I was lucky enough to snag some tickets (although row DD wasn’t perfect, I was still in the hall) to see him at his performance at Ruth Eckerd Hall last night. It’s sort of terrifying to see someone that you’ve admired for most of your life because people are fallible and real. I’ve seen a lot of people who completely won me with their live sets (Bob Dylan – how is it that Dylan stays so humble?) and then others that have made me never want to listen to their music again (*coughJohnMellencampcough*). I am happy to say that Simon was genuine, funny, and gracious. He seems to still love performing his music, and that has become a rarity. His voice still sounds incredible. It was just a fun night with great music. His music spans decades and it hasn’t lost any of its relevance or impact (some of my favorites of the night were from his newest CD So Beautiful or So What... check out the awesome setlist).

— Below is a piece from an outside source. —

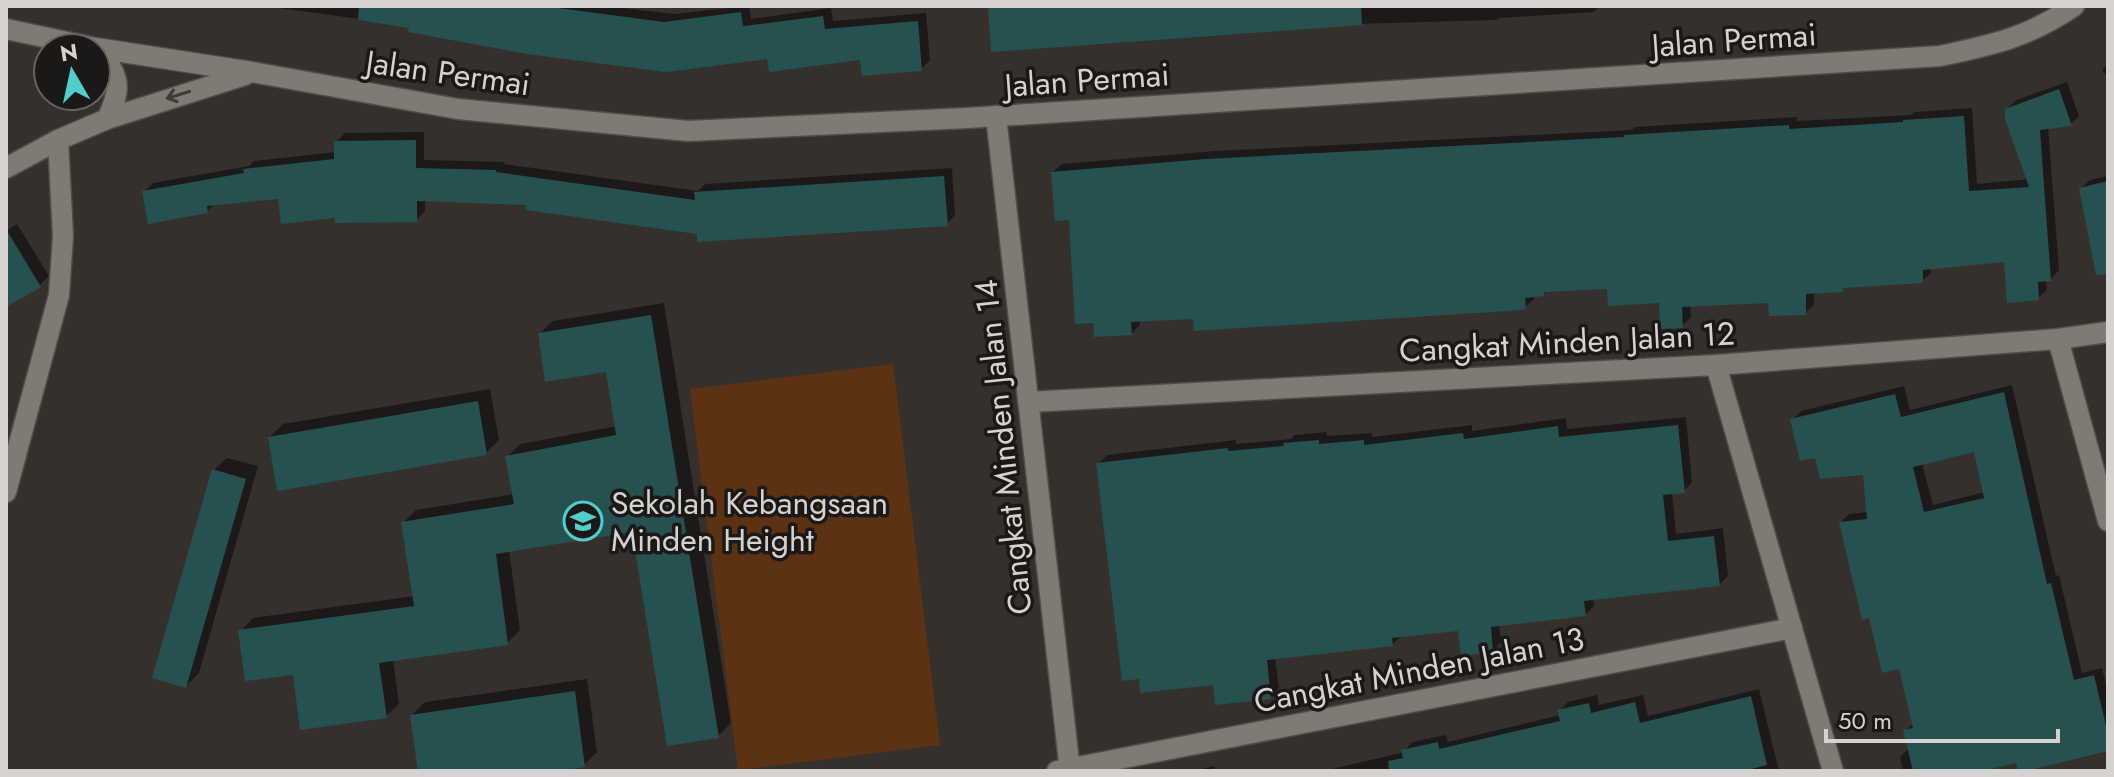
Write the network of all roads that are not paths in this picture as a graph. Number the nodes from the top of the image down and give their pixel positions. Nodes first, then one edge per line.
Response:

In honor of a great night, I’ve picked out some of my Simon faves.

Don’t Call Me Al

Before I knew who Paul Simon was, I knew that crazy video with the two guys dancing and lip synching. The video made me laugh, the music made me want to dance, and it just sounded so cool. I was hooked. I’d watch for the video on MTV… you know back in the days when the M stood for music instead of morons. I never scoff at hilarity of Chevy Chase either (one of these days, I need to write my ode to Christmas Vacation).

Bleecker Street

A much documented fact is that I become obsessed with vinyl (I said records back in the day) in my teenage years. I can still clearly remember a Saturday afternoon at the Old 54 flea market where I bought an old army jacket and a vinyl copy of Parsley Sage Rosemary and Thyme. I remember the musty smell of the record, the way it would pop on the 6 o'clock news song and make it even more hauntingly awesome, and how I insisted on wearing that stupid jacket all of the time even though Florida is about a million degrees. Soon after, I had every S&G album and I would listen to them for hours while I painted in my bedroom. Their music will always be so extremely special to me for that. This is one of my favorite songs. 

The Afterlife

This is from So Beautiful Or So What. What I love the most about this is the totally snarky view on death (I hope, I'm not always good at guessing what other people's work is about). Maybe we should all work harder at adopting a sense of humor. Plus, it really makes me want to dance.

The Sound of Silence

I included this song because hearing him sing it live was like a religious experience. I don’t even mind admitting that my eyes went a bit teary. The thing about Simon is that when he was in his 20s, he was already writing the songs with the grace and beauty of an old soul. He saw the world and wrote about it with honesty, integrity, and intelligence. Seeing him with just a guitar and a dark stage performing that song, a smidge older, was just perfect. I almost wish that he would put out a live album of him singing some of the old S&G songs. I like that he sings them a bit different now yet still includes all the heart and soul.

The Only Living Boy in New York

I have to include this song too because it seemed like few people cheered as loudly as they should have when he played it. This song is sincerely brilliant.